A study released today by the Department of Veterans Affairs casts doubt on the effectiveness of the primary drug used to treat AIDS - azidothymidine, or AZT.
In the longest AZT study ever conducted, VA doctors found that AZT slowed the development of AIDS. But the group also found that a patient's likelihood of living longer did not improve when the drug treatment began early.
The Food and Drug Administration recommends people infected with HIV routinely take AZT as soon as their crucial immune defense cells - called CD4 cells - drop to a blood count level of 500. When people have CD4 counts above 500 they generally feel fine most of the time and do not yet have AIDS. Some physicians put people on AZT when they have CD4 counts of 800.
The VA study of 338 HIV-positive veterans found it made no difference, in terms of survival, whether a man started AZT when his CD4 count was 200, 300 or 500 - the individuals died in the same amount of time. Taking AZT early, when CD4 counts are high, does delay the onset of full AIDS in white men, but not the overall time between diagnosis and death.

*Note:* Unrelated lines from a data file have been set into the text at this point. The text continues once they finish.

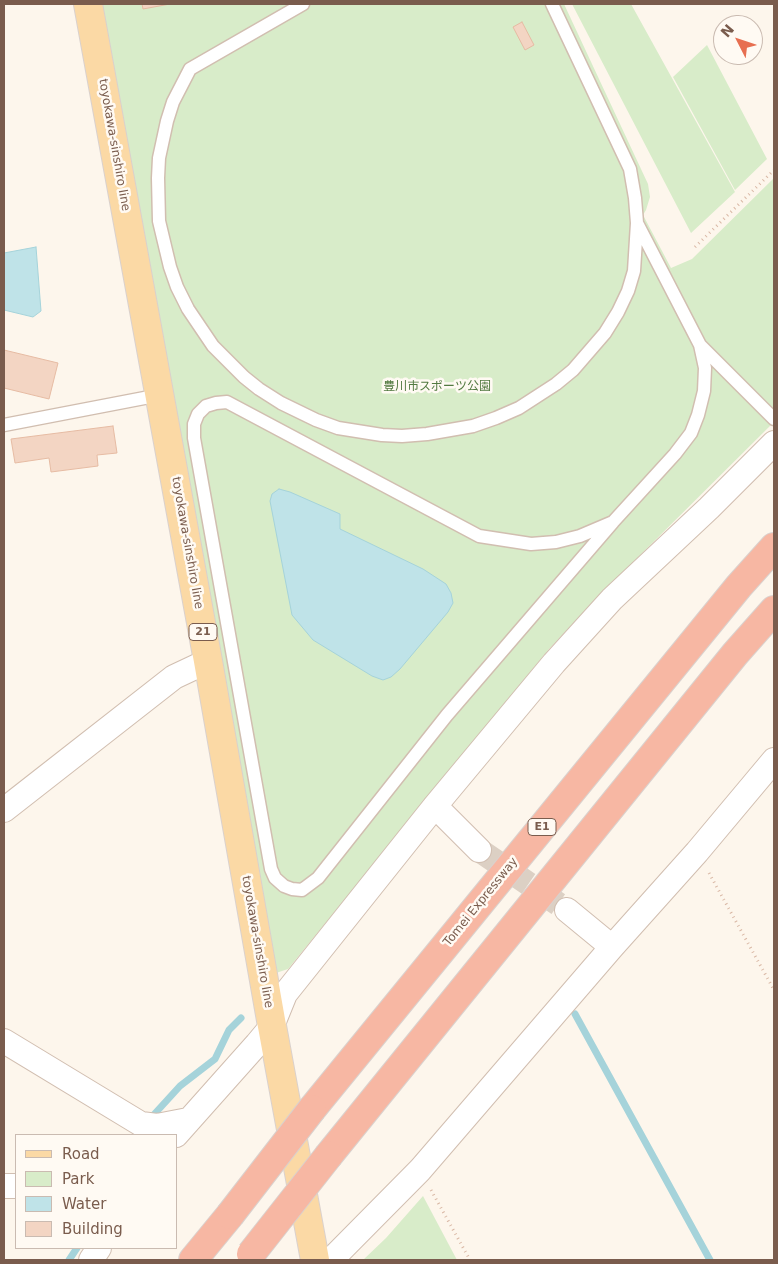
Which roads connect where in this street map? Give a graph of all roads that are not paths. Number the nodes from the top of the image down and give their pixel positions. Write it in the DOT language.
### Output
graph roads {
  1 [pos="88,4"];
  2 [pos="303,4"];
  3 [pos="552,4"];
  4 [pos="637,223"];
  5 [pos="700,345"];
  6 [pos="160,395"];
  7 [pos="774,419"];
  8 [pos="4,425"];
  9 [pos="774,443"];
  10 [pos="613,522"];
  11 [pos="774,547"];
  12 [pos="774,610"];
  13 [pos="208,661"];
  14 [pos="774,760"];
  15 [pos="435,806"];
  16 [pos="4,810"];
  17 [pos="479,850"];
  18 [pos="567,910"];
  19 [pos="612,947"];
  20 [pos="272,1026"];
  21 [pos="4,1041"];
  22 [pos="182,1128"];
  23 [pos="98,1249"];
  24 [pos="256,1258"];
  25 [pos="91,1260"];
  26 [pos="193,1260"];
  27 [pos="315,1260"];
  28 [pos="331,1260"];
  1 -- 6 [label="main road, toyokawa-sinshiro line / 21"];
  2 -- 4 [label="lane"];
  3 -- 4 [label="lane"];
  4 -- 5 [label="lane"];
  5 -- 7 [label="lane"];
  5 -- 10 [label="lane"];
  6 -- 8 [label="lane"];
  6 -- 13 [label="main road, toyokawa-sinshiro line / 21"];
  9 -- 15 [label="street"];
  10 -- 10 [label="lane"];
  11 -- 26 [label="highway, Tomei Expressway / E1, bridge"];
  12 -- 24 [label="highway, bridge"];
  13 -- 16 [label="street"];
  13 -- 20 [label="main road, toyokawa-sinshiro line / 21"];
  14 -- 19 [label="street"];
  15 -- 17 [label="street"];
  15 -- 20 [label="street"];
  18 -- 19 [label="street"];
  19 -- 28 [label="street"];
  20 -- 22 [label="street"];
  20 -- 27 [label="main road, toyokawa-sinshiro line / 21"];
  21 -- 22 [label="street"];
  23 -- 25 [label="street"];
}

For blacks and Hispanics, early use of AZT seemed to make matters worse. More blacks and Hispanics died over the course of the 2 1/2-year study in the early-AZT group compared with those who waited to take AZT until their CD4 counts fell below 200.
"If one wants to take AZT early, I think that's still a reasonable choice," VA study director Dr. John Hamilton said in an interview. "But I think one needs to know what one is getting for it, and losing."
Early AZT-users in the VA study suffered more anemia, leukopenia blood disorders, nausea, vomiting and diarrhea. Early AZT users went longer with such side effects, but also delayed the onset of full AIDS. Once they developed AIDS, they died more rapidly than late AZT users; the net effect was that about 13 percent of the men in both groups, after 2 1/2 years, have died.
"I think it's human nature to want to have something you can do, whether you're the patient or the doctor," Hamilton said, noting that AZT is the only relatively well tested drug available for AIDS treatment. "So it's not surprising people would give the benefit of the doubt to the activity of agents in such a grim situation. But I believe a dash of skepticism is healthy."
In a prepared statement Burroughs Wellcome Co. which manufactures AZT, questioned the design of the study, which is similar in some aspects to those in past studies that were more favorable to the drug. The company also urged people not delay taking AZT until their CD4 counts fall below 200.